In realtà basta amare

Luigi Accattoli, ora in pensione, è tra i più noti vaticanisti. Tempo di bilanci e di progetti.
Luigi Accattoli

Viaggia nello spazio della blogosfera sulle ali della parola. È un giornalista in pensione, ma è molto giovane nello spirito. È un autentico “bambino evangelico” e un appassionato ricercatore di storie di vita di cristiani d’oggi. Luigi Accattoli, detto Gigi, è venuto a trovarci in redazione per una conversazione collettiva sulla sua lunga esperienza di vaticanista: per 27 anni al Corriere della Sera e 6 anni a La Repubblica.

 

Ha mai fatto un bilancio della sua carriera professionale?

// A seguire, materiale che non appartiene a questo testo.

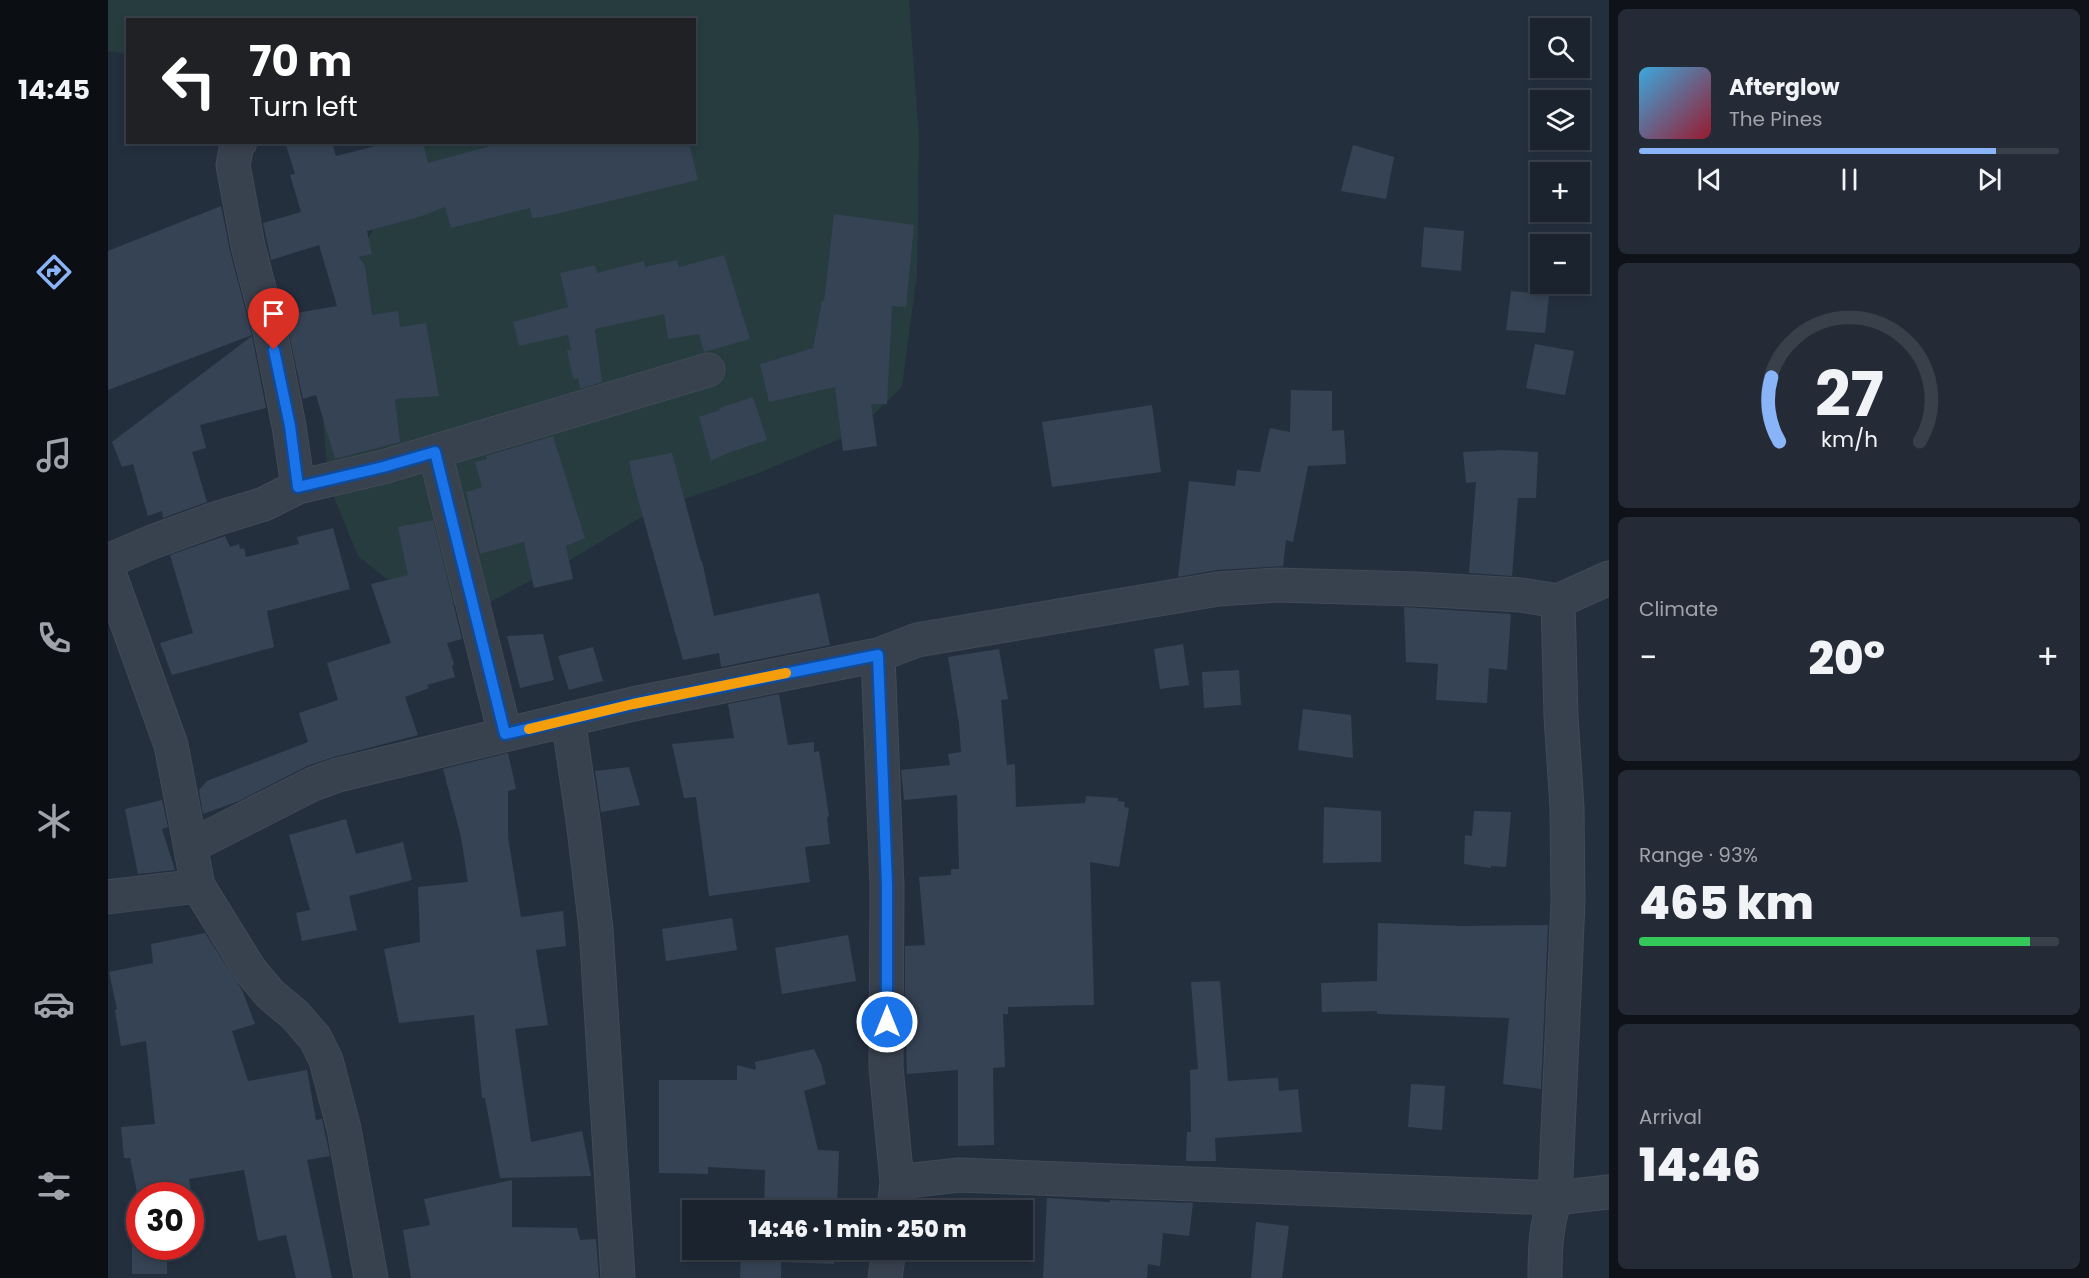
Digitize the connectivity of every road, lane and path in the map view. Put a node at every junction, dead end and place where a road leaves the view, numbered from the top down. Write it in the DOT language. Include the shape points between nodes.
graph roads {
  1 [pos="238,144"];
  2 [pos="708,370"];
  3 [pos="435,452"];
  4 [pos="298,487"];
  5 [pos="108,561"];
  6 [pos="108,570"];
  7 [pos="1609,578"];
  8 [pos="1558,601"];
  9 [pos="878,655"];
  10 [pos="568,719"];
  11 [pos="505,734"];
  12 [pos="191,846"];
  13 [pos="198,886"];
  14 [pos="108,897"];
  15 [pos="1609,1192"];
  16 [pos="895,1196"];
  17 [pos="1556,1198"];
  18 [pos="888,1260"];
  19 [pos="370,1278"];
  20 [pos="618,1278"];
  21 [pos="885,1278"];
  22 [pos="1545,1278"];
  1 -- 4 [label="street" via="233,165 290,426"];
  2 -- 3 [label="street"];
  3 -- 4 [label="street"];
  3 -- 11 [label="street"];
  4 -- 5 [label="street" via="264,504"];
  6 -- 12 [label="street" via="171,745"];
  7 -- 8 [label="street"];
  8 -- 9 [label="street" via="1405,588 1277,585 1218,589 917,640"];
  8 -- 17 [label="street" via="1568,902"];
  9 -- 10 [label="street"];
  9 -- 16 [label="street" via="887,885 886,1067"];
  10 -- 11 [label="street"];
  10 -- 20 [label="street" via="596,929"];
  11 -- 12 [label="street" via="338,775"];
  12 -- 13 [label="street"];
  13 -- 14 [label="street"];
  13 -- 19 [label="street" via="250,970 315,1038 326,1060 344,1129"];
  15 -- 17 [label="street"];
  16 -- 17 [label="street" via="959,1175"];
  17 -- 22 [label="street" via="1546,1235"];
  18 -- 21 [label="street"];
}
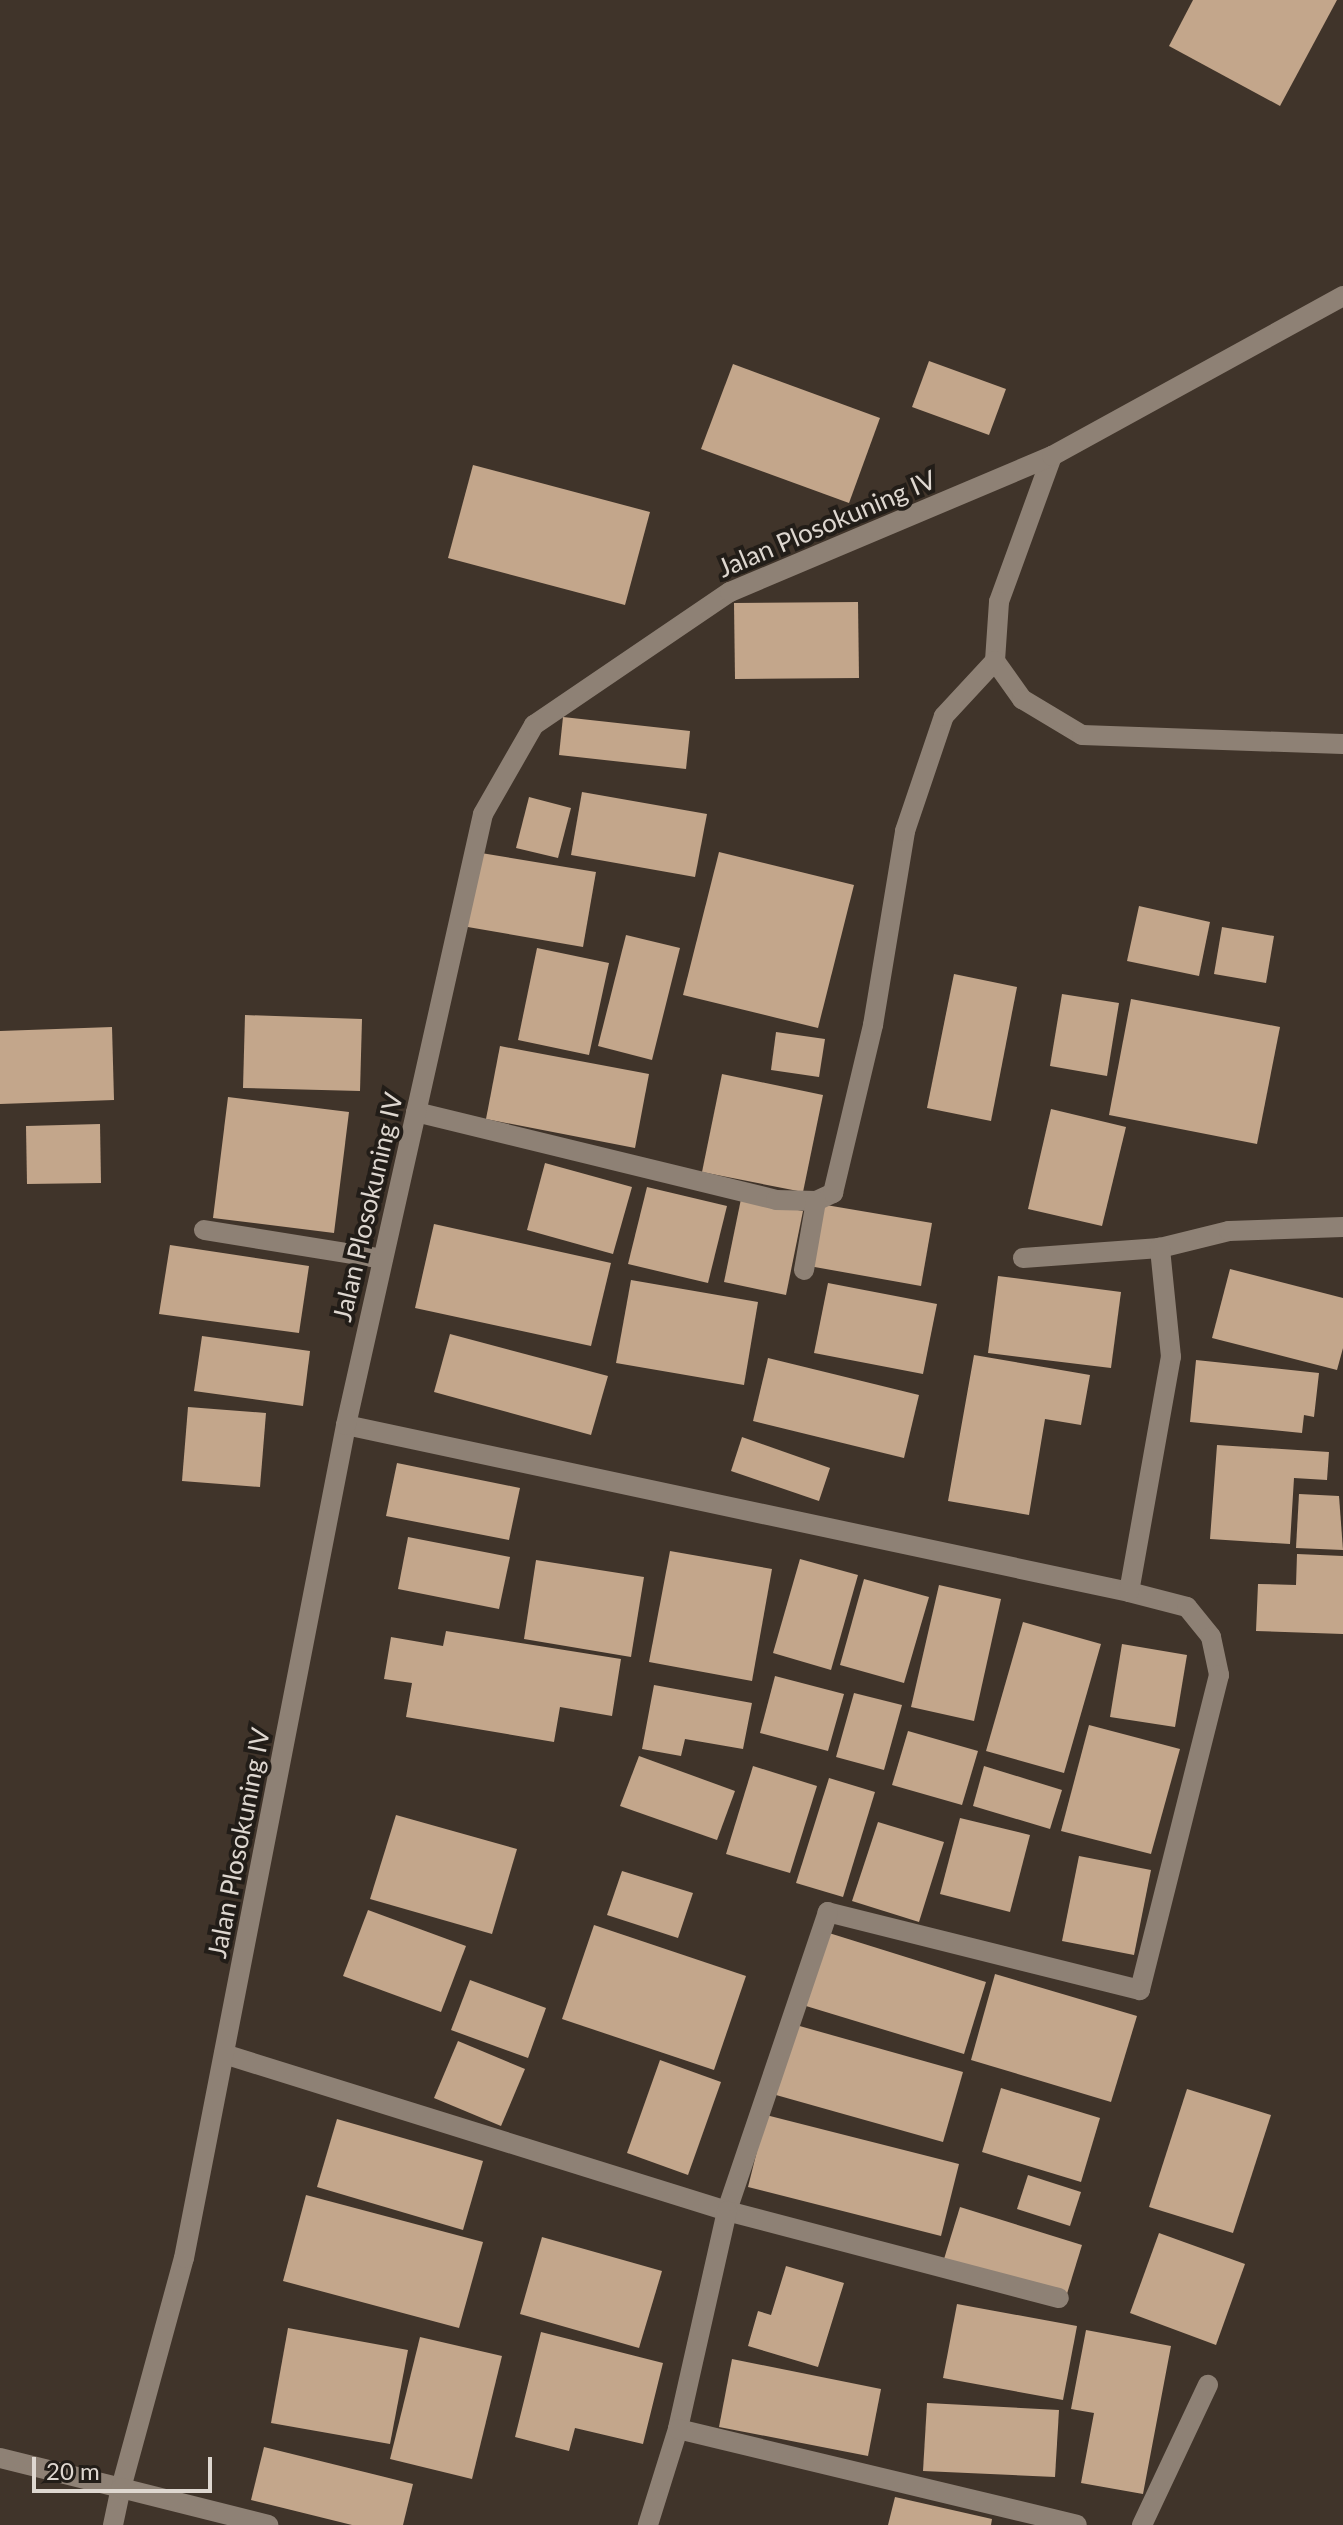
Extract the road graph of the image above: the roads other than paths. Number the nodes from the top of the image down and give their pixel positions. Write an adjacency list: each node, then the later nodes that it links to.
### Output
1 (1343, 296): 2 (street, Jalan Plosokuning IV)
2 (1052, 456): 3 (street); 5 (street, Jalan Plosokuning IV)
3 (995, 661): 4 (street); 6 (street)
4 (1343, 744)
5 (416, 1112): 6 (street); 11 (street, Jalan Plosokuning IV)
6 (816, 1201): 12 (street)
7 (1343, 1227): 9 (street)
8 (204, 1230): 11 (street)
9 (1160, 1248): 10 (street); 14 (street)
10 (1023, 1258)
11 (383, 1259): 13 (street, Jalan Plosokuning IV)
12 (804, 1270)
13 (346, 1425): 14 (street); 15 (street, Jalan Plosokuning IV)
14 (1129, 1592): 16 (street)
15 (224, 2054): 16 (street); 21 (street, Jalan Plosokuning IV)
16 (727, 2211): 17 (street); 19 (street)
17 (1059, 2298)
18 (1208, 2385): 26 (street)
19 (678, 2429): 24 (street); 25 (street)
20 (0, 2458): 21 (street)
21 (121, 2488): 22 (street, Jalan Plosokuning IV); 23 (street)
22 (113, 2525)
23 (268, 2525)
24 (648, 2525)
25 (1077, 2525)
26 (1142, 2525)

«Considero chiusa la mia carriera professionale che è stata una battaglia in trincea perché la voce cristiana nei media laici non ha ancora un riconoscimento adeguato. Sono sempre stato apprezzato, ma non mi è stato riconosciuto il ruolo di interprete dei fatti. Sono sempre stato relegato al ruolo di cronista, anche se nobile. I commentatori erano colleghi forse meno preparati ma più corrispondenti alla fisionomia commerciale e alla politica ideologica del giornale. Comunque, sono molto contento della mia carriera professionale, ma lo sono anche che sia finita».

 

Cosa le resta del suo lavoro?

«Ho incontrato gente importante dentro i giornali e per conto dei giornali. Mi sono tenuto aggiornato, ho viaggiato e ho mantenuto i figli e con questi vantaggi credo di aver pareggiato le amarezze di un mestiere veloce fino a risultare spietato. Ma ci sono stati vantaggi indiretti, che portano il risultato oltre il pareggio. Ho appreso l’arte di cercare e narrare storie di vita, che è un modo di amare l’uomo. Ho conosciuto un’etica severa del lavoro e della cittadinanza, che viene onorata anche quando non è seguita. Ho imparato l’umiltà».

 

Progetti per il futuro?

«Avevo in mente di fare un libro su Benedetto XVI dal titolo: In realtà basta amare, una frase estrapolata da un suo discorso a Lourdes del 13 settembre del 2008 in cui il papa invitava a scoprire la semplicità della vita cristiana: basta amare, appunto. Però ho pensato che è meglio lasciar fare ad altri. Da ora in poi mi dedicherò con ancora maggiore passione a cercare “fatti di Vangelo”: le testimonianze cristiane più radicali e trasparenti che mi adopero a narrare in una pagina del mio blog intitolata “Cerco fatti di Vangelo”. Così metto a frutto l’arte di scovare e narrare storie che ho coltivato per decenni in quella “Babilonia delle genti” che sono i media commerciali. E cerco storie inedite e sconosciute perché penso che il mestiere del giornalista sia quello di esplorare la realtà».

 

Come ha iniziato a cercare fatti di Vangelo?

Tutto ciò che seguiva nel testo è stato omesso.